对于传统的恶意程序检测方法存在的缺点，针对将数据挖掘和机器学习算法被应用在未知恶意程序的检测方法进行研究。当前使用单一特征的机器学习算法无法充分发挥其数据处理能力，检测效果不佳。文中将语音识别模型与随机森林算法相结合，首次提出了综和APK文件多类特征统一建立N-gram模型，并应用随机森林算法用于未知恶意程序检测。首先，采用多种方式提取可以反映Android恶意程序行为的3类特征，包括敏感权限、DVM函数调用序列以及OpCodes特征；然后，针对每类特征建立N-gram模型，每个模型可以独立评判恶意程序行为；最后，3类特征模型统一加入随机森林算法进行学习，从而对Android程序进行检测。基于该方法实现了Android恶意程序检测系统，并对811个非恶意程序及826个恶意程序进行检测，准确率较高。综合各个评价指标，与其他相关工作对比，实验结果表明该系统在恶意程序检测准确率和有效性上表现更优。

A Malware Detection System Implementation of Android Application Based on Machine Learning

For the weakness of traditional malware detection methods, this paper proposed a method in the detection of unknown malicious applications based data mining and machine learning algorithm. While a single feature of machine learning algorithms could not play the role of ability of data processing, detection effect. A method to combine speech recognition model with random forest algorithm was first proposed, which considered multi-class APK features in unknown malware detection.
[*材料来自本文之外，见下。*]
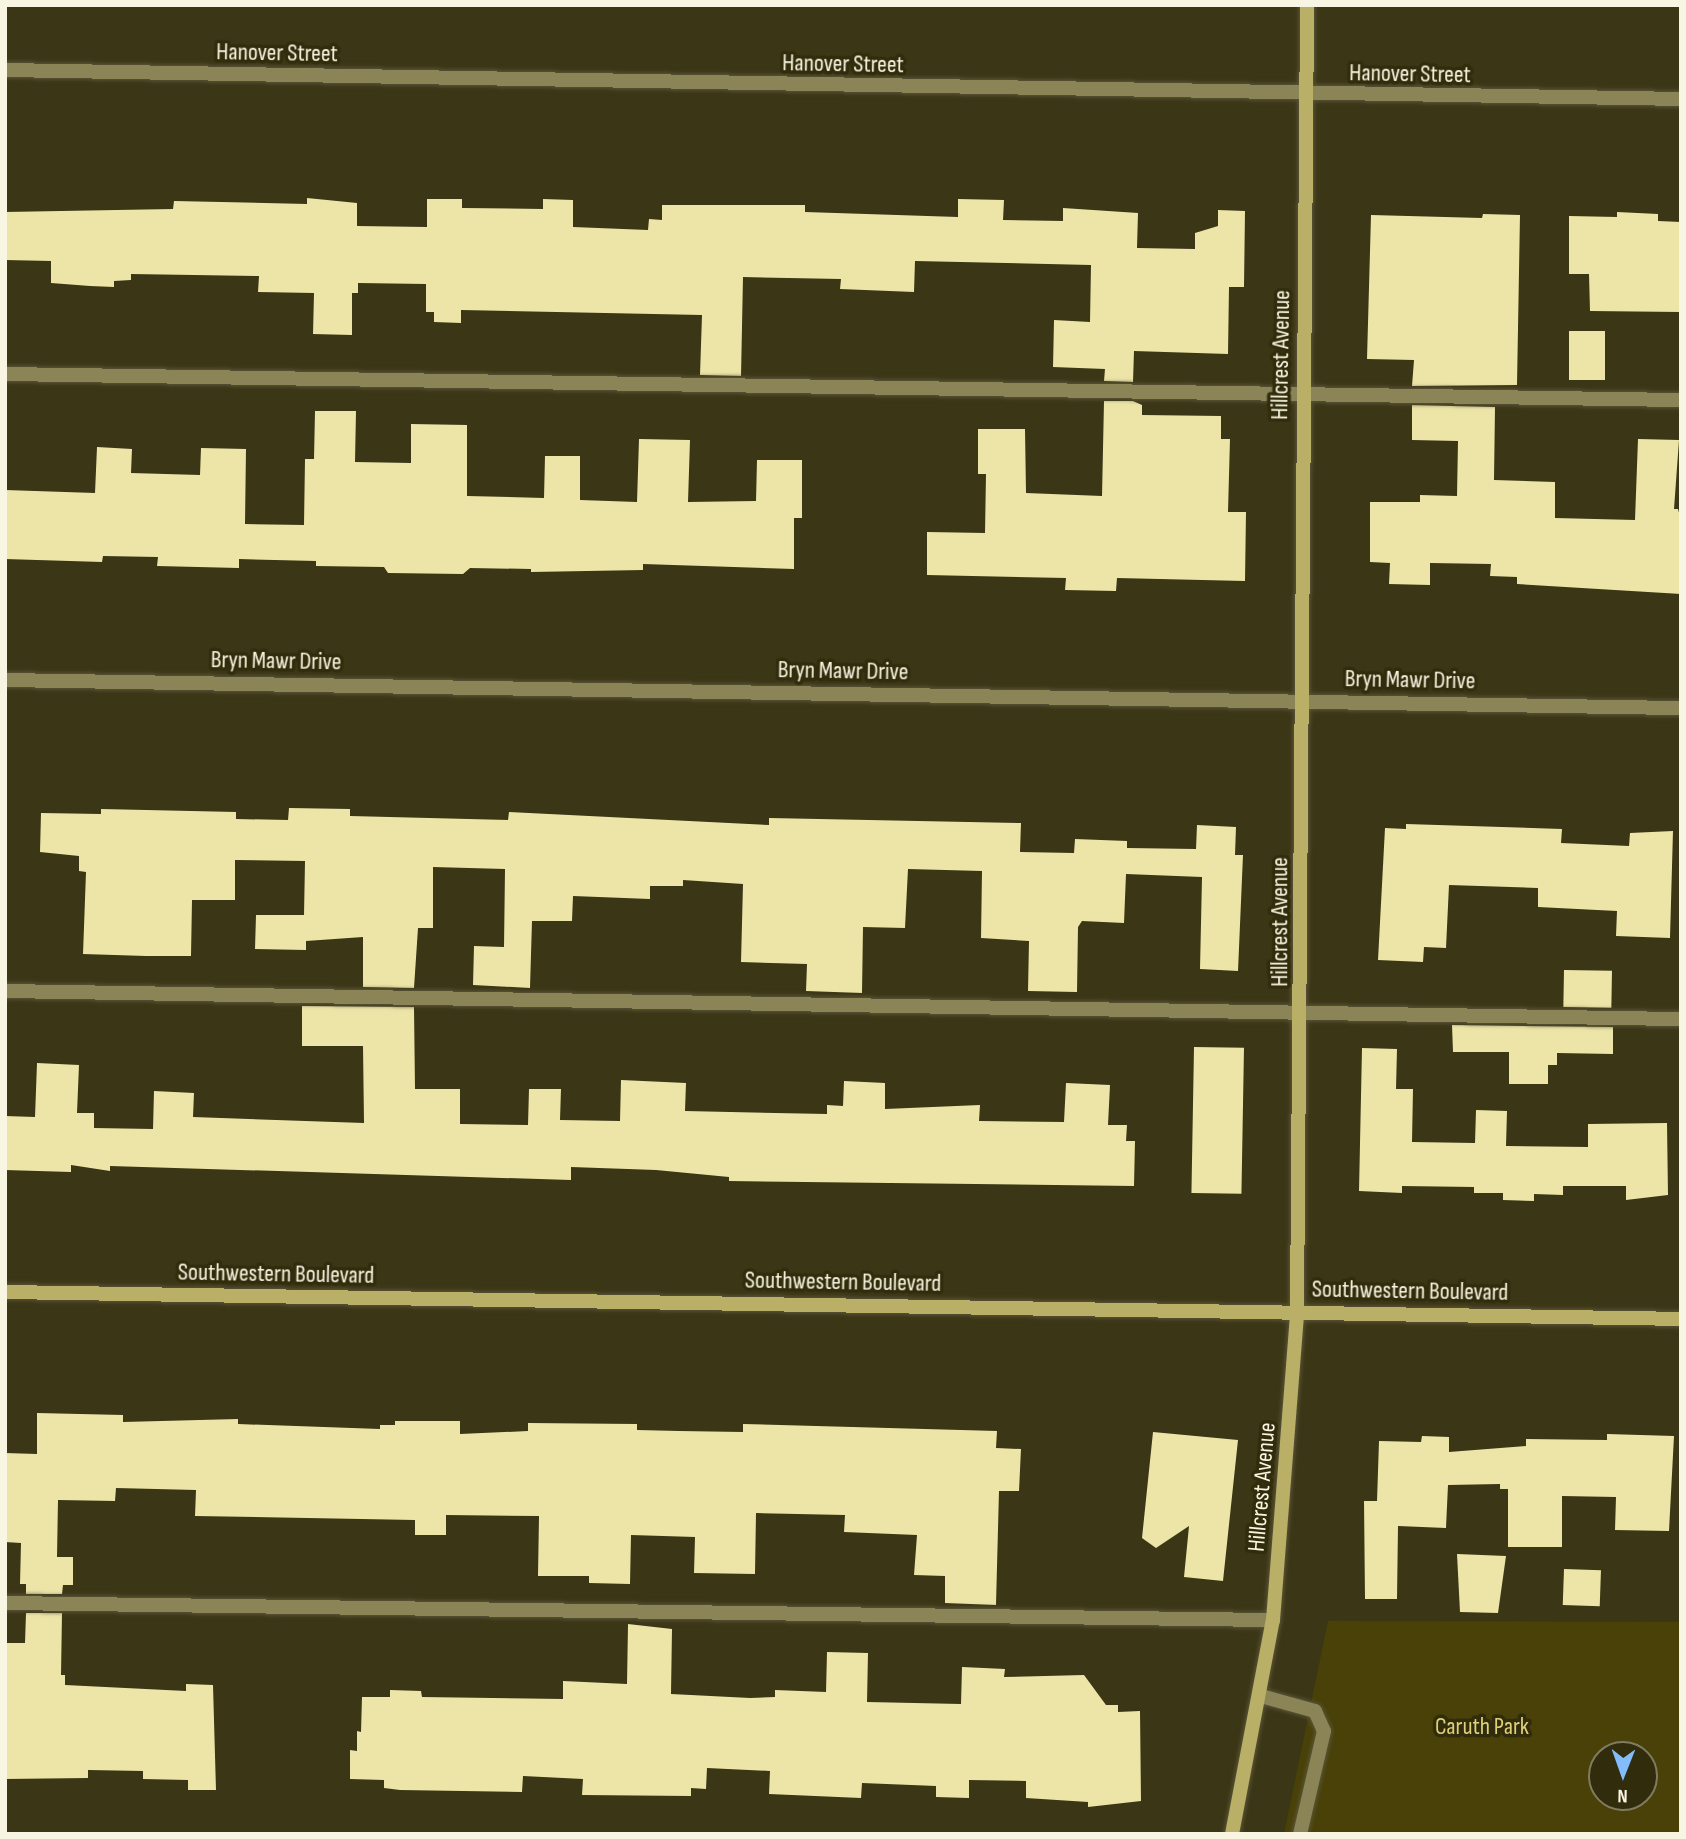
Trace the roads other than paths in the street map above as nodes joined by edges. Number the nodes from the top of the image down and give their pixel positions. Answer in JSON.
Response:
{"nodes":[{"id":1,"x":1307,"y":5,"type":"edge"},
{"id":2,"x":5,"y":70,"type":"edge"},
{"id":3,"x":1307,"y":96,"type":"junction"},
{"id":4,"x":1681,"y":99,"type":"edge"},
{"id":5,"x":5,"y":374,"type":"edge"},
{"id":6,"x":1303,"y":394,"type":"junction"},
{"id":7,"x":1681,"y":400,"type":"edge"},
{"id":8,"x":5,"y":680,"type":"edge"},
{"id":9,"x":1304,"y":702,"type":"junction"},
{"id":10,"x":1681,"y":708,"type":"edge"},
{"id":11,"x":5,"y":991,"type":"edge"},
{"id":12,"x":1302,"y":1014,"type":"junction"},
{"id":13,"x":1681,"y":1019,"type":"edge"},
{"id":14,"x":5,"y":1292,"type":"edge"},
{"id":15,"x":1297,"y":1312,"type":"junction"},
{"id":16,"x":1681,"y":1319,"type":"edge"},
{"id":17,"x":5,"y":1603,"type":"edge"},
{"id":18,"x":1273,"y":1620,"type":"junction"},
{"id":19,"x":1261,"y":1696,"type":"junction"},
{"id":20,"x":1232,"y":1834,"type":"edge"},
{"id":21,"x":1300,"y":1834,"type":"edge"}],
"edges":[{"from":1,"to":3,"type":"street","name":"Hillcrest Avenue"},
{"from":2,"to":3,"type":"street","name":"Hanover Street"},
{"from":3,"to":4,"type":"street","name":"Hanover Street"},
{"from":3,"to":6,"type":"street","name":"Hillcrest Avenue"},
{"from":5,"to":6,"type":"street"},
{"from":6,"to":7,"type":"street"},
{"from":6,"to":9,"type":"street","name":"Hillcrest Avenue"},
{"from":8,"to":9,"type":"street","name":"Bryn Mawr Drive"},
{"from":9,"to":10,"type":"street","name":"Bryn Mawr Drive"},
{"from":9,"to":12,"type":"street","name":"Hillcrest Avenue"},
{"from":11,"to":12,"type":"street"},
{"from":12,"to":13,"type":"street"},
{"from":12,"to":15,"type":"street","name":"Hillcrest Avenue"},
{"from":14,"to":15,"type":"street","name":"Southwestern Boulevard"},
{"from":15,"to":16,"type":"street","name":"Southwestern Boulevard"},
{"from":15,"to":18,"type":"street","name":"Hillcrest Avenue"},
{"from":17,"to":18,"type":"street"},
{"from":18,"to":19,"type":"street","name":"Hillcrest Avenue"},
{"from":19,"to":20,"type":"street","name":"Hillcrest Avenue"},
{"from":19,"to":21,"type":"street"}]}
First, it combined a variety of ways to extract 3 classes which could reflect the behaviors of Android malware including sensitive permissions, DVM function calls and OpCodes characteristics; then, according to the characteristics of each type of N-gram model, each one could evaluate behaviors of malware independently; finally, 3 classes of feature model would join into a random forest learning algorithm, so as to detect the Android apps. It implemented an automated system based on this method to detect 811 non-malicious and 826 malicious apps with higher accuracy. Considering comprehensive evaluation of various indicators, the experimental results show that the malware detection system has a better performance than other related works on effective and accuracy.